Details
-
Bug
-
Status: Closed
-
Major
-
Resolution: Fixed
-
0.14.0, 1.0.0, 1.1.0
Description
High-level summary
HiveRelMdSelectivity.computeInnerJoinSelectivity relies on per column number of distinct value to estimate join selectivity.
The way statistics are aggregated for partitioned tables results in discrepancy in number of distinct values which results in different plans between partitioned and un-partitioned schemas.
The table below summarizes the NDVs in computeInnerJoinSelectivity which are used to estimate selectivity of joins.

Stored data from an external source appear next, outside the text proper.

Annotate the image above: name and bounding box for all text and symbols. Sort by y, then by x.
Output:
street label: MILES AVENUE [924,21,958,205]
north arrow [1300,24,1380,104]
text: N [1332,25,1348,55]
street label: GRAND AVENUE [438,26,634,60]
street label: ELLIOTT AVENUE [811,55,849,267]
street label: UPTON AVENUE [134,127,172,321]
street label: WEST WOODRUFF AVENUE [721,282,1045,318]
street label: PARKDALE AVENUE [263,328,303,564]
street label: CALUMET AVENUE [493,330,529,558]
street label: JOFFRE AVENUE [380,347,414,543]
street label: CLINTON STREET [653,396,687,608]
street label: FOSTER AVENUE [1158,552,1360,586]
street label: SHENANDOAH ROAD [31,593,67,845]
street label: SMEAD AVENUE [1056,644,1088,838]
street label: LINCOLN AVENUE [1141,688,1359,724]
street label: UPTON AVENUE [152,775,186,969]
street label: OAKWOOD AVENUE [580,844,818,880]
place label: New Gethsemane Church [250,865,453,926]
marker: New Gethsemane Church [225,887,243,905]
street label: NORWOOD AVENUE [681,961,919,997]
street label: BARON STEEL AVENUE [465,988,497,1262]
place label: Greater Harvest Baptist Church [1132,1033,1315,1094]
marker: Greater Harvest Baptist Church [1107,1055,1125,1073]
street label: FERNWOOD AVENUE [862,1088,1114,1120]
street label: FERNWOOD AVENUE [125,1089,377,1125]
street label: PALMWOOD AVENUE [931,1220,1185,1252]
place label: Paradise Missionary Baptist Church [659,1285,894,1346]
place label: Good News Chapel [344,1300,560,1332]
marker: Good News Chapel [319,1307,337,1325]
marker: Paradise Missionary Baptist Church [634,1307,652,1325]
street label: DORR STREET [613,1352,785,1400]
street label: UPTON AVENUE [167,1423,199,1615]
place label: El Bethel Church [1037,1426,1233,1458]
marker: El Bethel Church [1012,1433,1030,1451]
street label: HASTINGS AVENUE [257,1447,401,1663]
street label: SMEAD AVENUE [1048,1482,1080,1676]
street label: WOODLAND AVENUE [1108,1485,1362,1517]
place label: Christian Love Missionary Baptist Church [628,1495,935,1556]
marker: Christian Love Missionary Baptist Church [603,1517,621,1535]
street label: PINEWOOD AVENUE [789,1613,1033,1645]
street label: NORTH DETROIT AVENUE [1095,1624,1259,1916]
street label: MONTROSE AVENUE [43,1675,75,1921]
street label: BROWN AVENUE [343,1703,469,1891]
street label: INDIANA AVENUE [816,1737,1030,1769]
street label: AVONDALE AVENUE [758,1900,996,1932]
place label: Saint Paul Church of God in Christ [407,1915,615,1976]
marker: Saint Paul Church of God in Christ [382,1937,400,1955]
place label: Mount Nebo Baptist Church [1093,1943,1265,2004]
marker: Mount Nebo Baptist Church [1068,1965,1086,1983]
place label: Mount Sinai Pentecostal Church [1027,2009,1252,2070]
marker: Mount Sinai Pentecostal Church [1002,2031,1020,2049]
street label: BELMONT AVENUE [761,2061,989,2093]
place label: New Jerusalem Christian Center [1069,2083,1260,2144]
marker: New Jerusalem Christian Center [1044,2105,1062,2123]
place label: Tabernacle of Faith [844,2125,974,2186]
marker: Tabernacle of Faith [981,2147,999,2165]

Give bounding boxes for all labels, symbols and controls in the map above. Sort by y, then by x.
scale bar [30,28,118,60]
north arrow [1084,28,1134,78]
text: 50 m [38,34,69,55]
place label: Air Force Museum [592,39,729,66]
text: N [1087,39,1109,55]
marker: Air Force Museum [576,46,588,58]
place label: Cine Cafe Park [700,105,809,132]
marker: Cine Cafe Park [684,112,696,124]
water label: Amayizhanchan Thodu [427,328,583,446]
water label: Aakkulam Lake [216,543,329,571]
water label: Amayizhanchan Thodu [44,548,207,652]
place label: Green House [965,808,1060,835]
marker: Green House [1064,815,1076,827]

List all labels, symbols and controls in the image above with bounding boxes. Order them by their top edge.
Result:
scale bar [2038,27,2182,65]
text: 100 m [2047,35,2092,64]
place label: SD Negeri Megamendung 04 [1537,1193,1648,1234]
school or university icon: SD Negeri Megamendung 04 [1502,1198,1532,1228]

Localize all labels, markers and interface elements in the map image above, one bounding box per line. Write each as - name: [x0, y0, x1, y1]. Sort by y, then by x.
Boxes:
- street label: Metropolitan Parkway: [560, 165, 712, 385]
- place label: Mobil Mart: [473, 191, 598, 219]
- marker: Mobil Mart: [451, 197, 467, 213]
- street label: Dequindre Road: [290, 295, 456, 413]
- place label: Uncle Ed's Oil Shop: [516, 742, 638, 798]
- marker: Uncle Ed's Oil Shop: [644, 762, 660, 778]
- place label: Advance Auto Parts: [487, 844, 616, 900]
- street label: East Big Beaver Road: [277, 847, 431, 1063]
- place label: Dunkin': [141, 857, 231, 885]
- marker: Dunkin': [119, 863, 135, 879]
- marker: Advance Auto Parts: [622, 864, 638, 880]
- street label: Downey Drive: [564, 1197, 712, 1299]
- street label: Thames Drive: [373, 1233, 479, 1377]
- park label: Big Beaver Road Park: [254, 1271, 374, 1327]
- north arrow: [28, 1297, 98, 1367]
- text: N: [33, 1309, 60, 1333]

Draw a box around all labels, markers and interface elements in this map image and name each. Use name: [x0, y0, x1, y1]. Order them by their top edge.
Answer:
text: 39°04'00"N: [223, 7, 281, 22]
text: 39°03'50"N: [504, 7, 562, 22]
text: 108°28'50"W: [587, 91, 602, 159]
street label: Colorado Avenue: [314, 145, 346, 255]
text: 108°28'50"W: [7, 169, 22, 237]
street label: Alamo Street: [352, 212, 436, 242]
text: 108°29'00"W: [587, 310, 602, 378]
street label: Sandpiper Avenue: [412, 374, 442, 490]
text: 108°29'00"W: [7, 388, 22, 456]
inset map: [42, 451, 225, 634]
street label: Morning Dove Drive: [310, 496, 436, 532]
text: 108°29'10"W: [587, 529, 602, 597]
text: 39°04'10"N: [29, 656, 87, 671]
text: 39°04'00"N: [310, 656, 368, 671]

Column | Partitioned count distincts | Un-Partitioned count distincts |
---|---|---|
sr_customer_sk | 71,245 | 1,415,625 |
sr_item_sk | 38,846 | 62,562 |
sr_ticket_number | 71,245 | 34,931,085 |
ss_customer_sk | 88,476 | 1,415,625 |
ss_item_sk | 38,846 | 62,562 |
ss_ticket_number | 100,756 | 56,256,175 |
The discrepancy is because NDV calculation for a partitioned table assumes that the NDV range is contained within each partition and is calculates as "select max(NUM_DISTINCTS) from PART_COL_STATS” .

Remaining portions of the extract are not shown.